Черчилль нашел работу Рида, представляющую собой критический очерк развития западной цивилизации с позиции естественных наук, идей социального дарвинизма и позитивизма, «восхитительной». По его мнению, Рид, «хотя и не поднимается до уровня философа», сумел собрать и в сжатой форме выразить все, во что наш герой «с неохотой верил»260.

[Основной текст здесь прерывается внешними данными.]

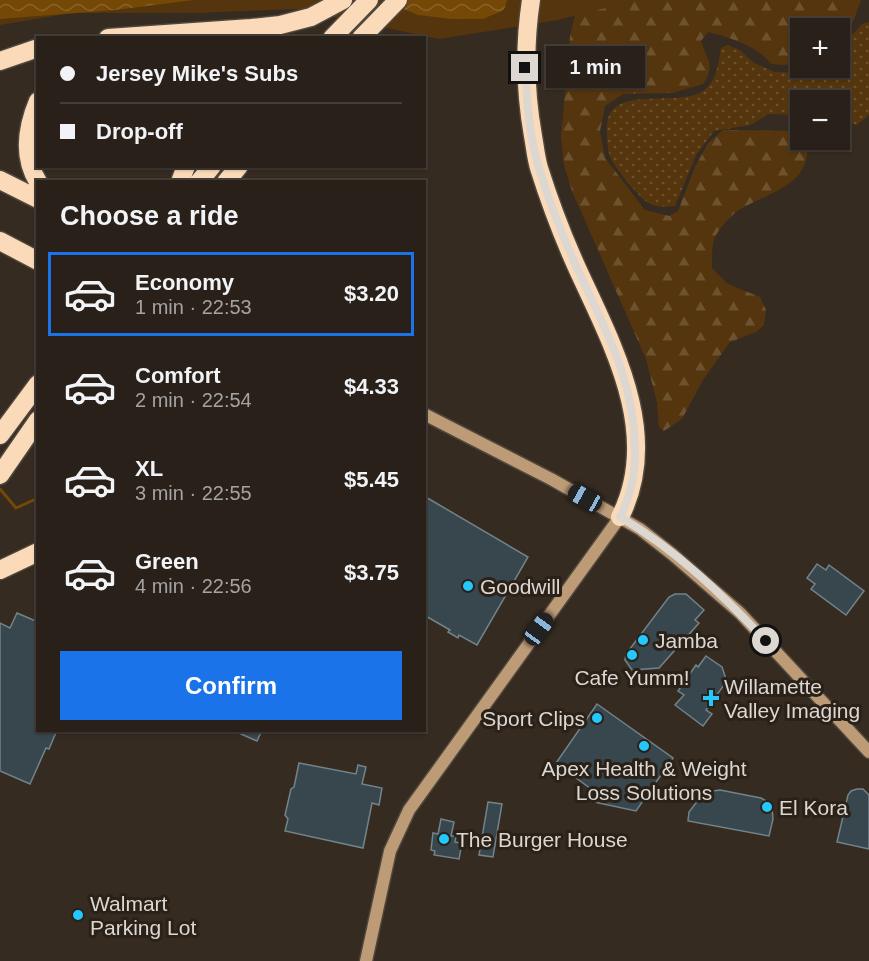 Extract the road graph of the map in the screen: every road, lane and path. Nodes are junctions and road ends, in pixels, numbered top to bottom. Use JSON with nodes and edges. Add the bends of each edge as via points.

В своих исканиях Черчилль подошел к одной из ключевых тем всего человечества в целом и каждого человека в отдельности – к теме религии. Он стал задаваться вопросами: «Существует ли загробная жизнь?», «Появлялись ли мы раньше на этом свете?», «Существует ли Высший разум, который присматривает за миром, или все идет своим чередом?» Работа Рида подводила к «безрадостному заключению», что человек «просто сгорает и гаснет, как свеча». Черчилль также обратился к работам ирландского историка Уильяма Леки (1838–1903) «Расцвет и влияние рационализма в Европе» и «История европейской морали от Августа до Карла Великого». Затем он изучил труды Чарльза Дарвина (1809–1882) «Происхождение видов путем естественного отбора, или Сохранение благоприятствуемых пород в борьбе за жизнь» и «Мир как воля и представление» Артура Шопенгауэра (1788–1860). Он все больше стал склоняться к светскому взгляду на мир, вступив в «период яростного, агрессивного безбожия»261.